Sur une dizaine de millions de votes, il s’agit donc d’une précision d’environ mille électeurs, ce qui semble raisonnable. Cette fois, le comité a annoncé les résultats avec une seule décimale : Nicolas Maduro a (aurait) recueilli 5 150 092 voix, soit 51,2 % des 10 058 774 de suffrages exprimés, et son concurrent principal, Edmundo Gonzalez, en a (aurait) reçu 4 445 978, soit 44,2 %.

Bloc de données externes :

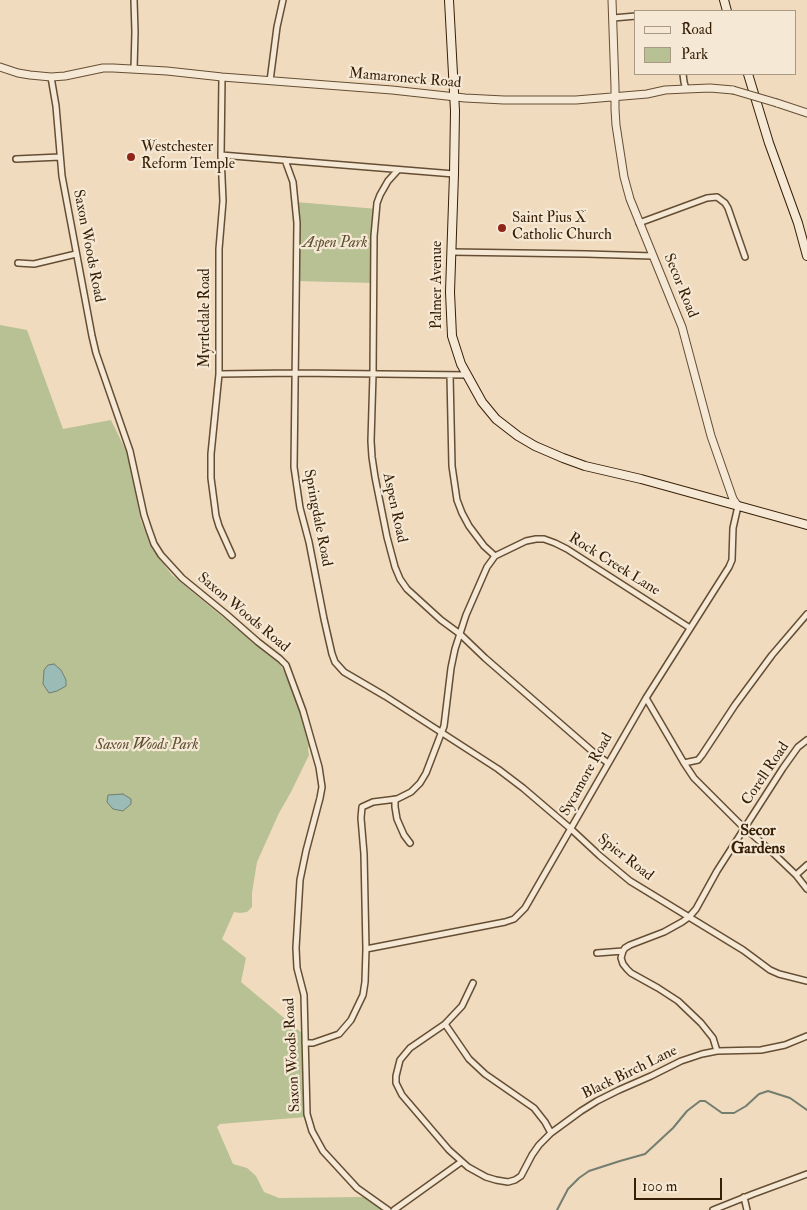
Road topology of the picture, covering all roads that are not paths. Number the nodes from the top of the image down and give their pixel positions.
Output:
1 (134, 0) edge
2 (283, 0) edge
3 (449, 0) edge
4 (612, 0) edge
5 (634, 16) edge
6 (613, 18) junction
7 (0, 66) edge
8 (134, 69) junction
9 (683, 75) edge
10 (748, 75) edge
11 (51, 77) junction
12 (222, 77) junction
13 (270, 81) junction
14 (686, 89) junction
15 (454, 96) junction
16 (615, 96) junction
17 (807, 113) edge
18 (221, 155) junction
19 (60, 157) junction
20 (16, 159) dead end
21 (285, 160) junction
22 (398, 170) junction
23 (454, 174) junction
24 (639, 223) junction
25 (451, 252) junction
26 (76, 254) junction
27 (653, 256) junction
28 (807, 256) edge
29 (745, 257) dead end
30 (18, 263) dead end
31 (295, 373) junction
32 (219, 374) junction
33 (373, 374) junction
34 (450, 375) junction
35 (466, 375) junction
36 (738, 506) junction
37 (807, 525) edge
38 (232, 555) dead end
39 (495, 556) junction
40 (807, 614) edge
41 (690, 628) junction
42 (460, 634) junction
43 (646, 698) junction
44 (442, 732) junction
45 (807, 740) edge
46 (684, 762) junction
47 (608, 763) junction
48 (395, 800) junction
49 (744, 828) junction
50 (571, 830) junction
51 (410, 843) dead end
52 (807, 865) edge
53 (796, 875) junction
54 (807, 889) edge
55 (689, 917) junction
56 (366, 949) junction
57 (622, 951) junction
58 (597, 952) dead end
59 (807, 981) edge
60 (474, 983) dead end
61 (445, 1024) junction
62 (807, 1036) edge
63 (305, 1043) junction
64 (717, 1051) junction
65 (550, 1133) junction
66 (461, 1162) junction
67 (807, 1174) edge
68 (744, 1197) junction
69 (388, 1210) edge
70 (394, 1210) edge
71 (713, 1210) edge
72 (747, 1210) edge

1 - 8 street
2 - 13 street
3 - 15 main road, Palmer Avenue
4 - 6 street, Secor Road
5 - 6 street
6 - 16 street, Secor Road
7 - 11 street, Mamaroneck Road
8 - 11 street, Mamaroneck Road
8 - 12 street, Mamaroneck Road
9 - 14 street
10 - 28 main road
11 - 19 street, Saxon Woods Road
12 - 13 street, Mamaroneck Road
12 - 18 street, Myrtledale Road
13 - 15 street, Mamaroneck Road
14 - 16 street, Mamaroneck Road
14 - 17 street, Mamaroneck Road, bridge
15 - 16 street, Mamaroneck Road
15 - 23 main road, Palmer Avenue
16 - 24 street, Secor Road
18 - 21 street
18 - 32 street, Myrtledale Road
19 - 20 street
19 - 26 street, Saxon Woods Road
21 - 22 street
21 - 31 street, Springdale Road
22 - 23 street
22 - 33 street, Aspen Road
23 - 25 main road, Palmer Avenue
24 - 27 street, Secor Road
24 - 29 street
25 - 27 street
25 - 35 main road, Palmer Avenue
26 - 30 street
26 - 63 street, Saxon Woods Road
27 - 36 street, Secor Road
31 - 32 street
31 - 33 street
31 - 44 street, Springdale Road
32 - 38 street, Myrtledale Road
33 - 34 street
33 - 42 street, Aspen Road
34 - 35 street
34 - 39 street
35 - 36 main road, Palmer Avenue
36 - 37 main road
36 - 41 street, Sycamore Road
39 - 41 street, Rock Creek Lane
39 - 42 street
40 - 46 street
41 - 43 street, Sycamore Road
42 - 44 street
42 - 47 street, Aspen Road
43 - 46 street
43 - 47 street, Sycamore Road
44 - 48 street
44 - 50 street, Spier Road
45 - 49 street, Corell Road
46 - 49 street
47 - 50 street, Sycamore Road
48 - 51 street
48 - 56 street
49 - 53 street
49 - 55 street, Corell Road
50 - 55 street, Spier Road
50 - 56 street, Sycamore Road
52 - 53 street
53 - 54 street
55 - 57 street, Corell Road
55 - 59 street, Spier Road
56 - 63 street
57 - 58 street, Corell Road
57 - 64 street
60 - 61 street
61 - 65 street
61 - 66 street
62 - 64 street, Black Birch Lane
63 - 69 street, Saxon Woods Road
64 - 65 street, Black Birch Lane
65 - 66 street, Black Birch Lane
66 - 70 street
67 - 68 street
68 - 71 street
68 - 72 street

Faites le calcul : ces pourcentages sont trop parfaits. En calculant 51,2 % et 44,2 % de 10 058 774, on trouve exactement le nombre d’électeurs annoncé, à l’unité près! Comment est-ce possible ? Cela suggère fortement que les pourcentages 51,2 et 44,2 auraient pu être choisis un peu au hasard pour produire un résultat acceptable pour Maduro, et que l’administration aurait calculé ensuite le nombre d’électeurs de Maduro et Gonzalez, sans se préoccuper du fait qu’il n’y a absolument aucune raison pour que ces pourcentages tombent juste. Un fraudeur intelligent aurait modifié les chiffres de quelques milliers d’unités pour faire « plus vrai ».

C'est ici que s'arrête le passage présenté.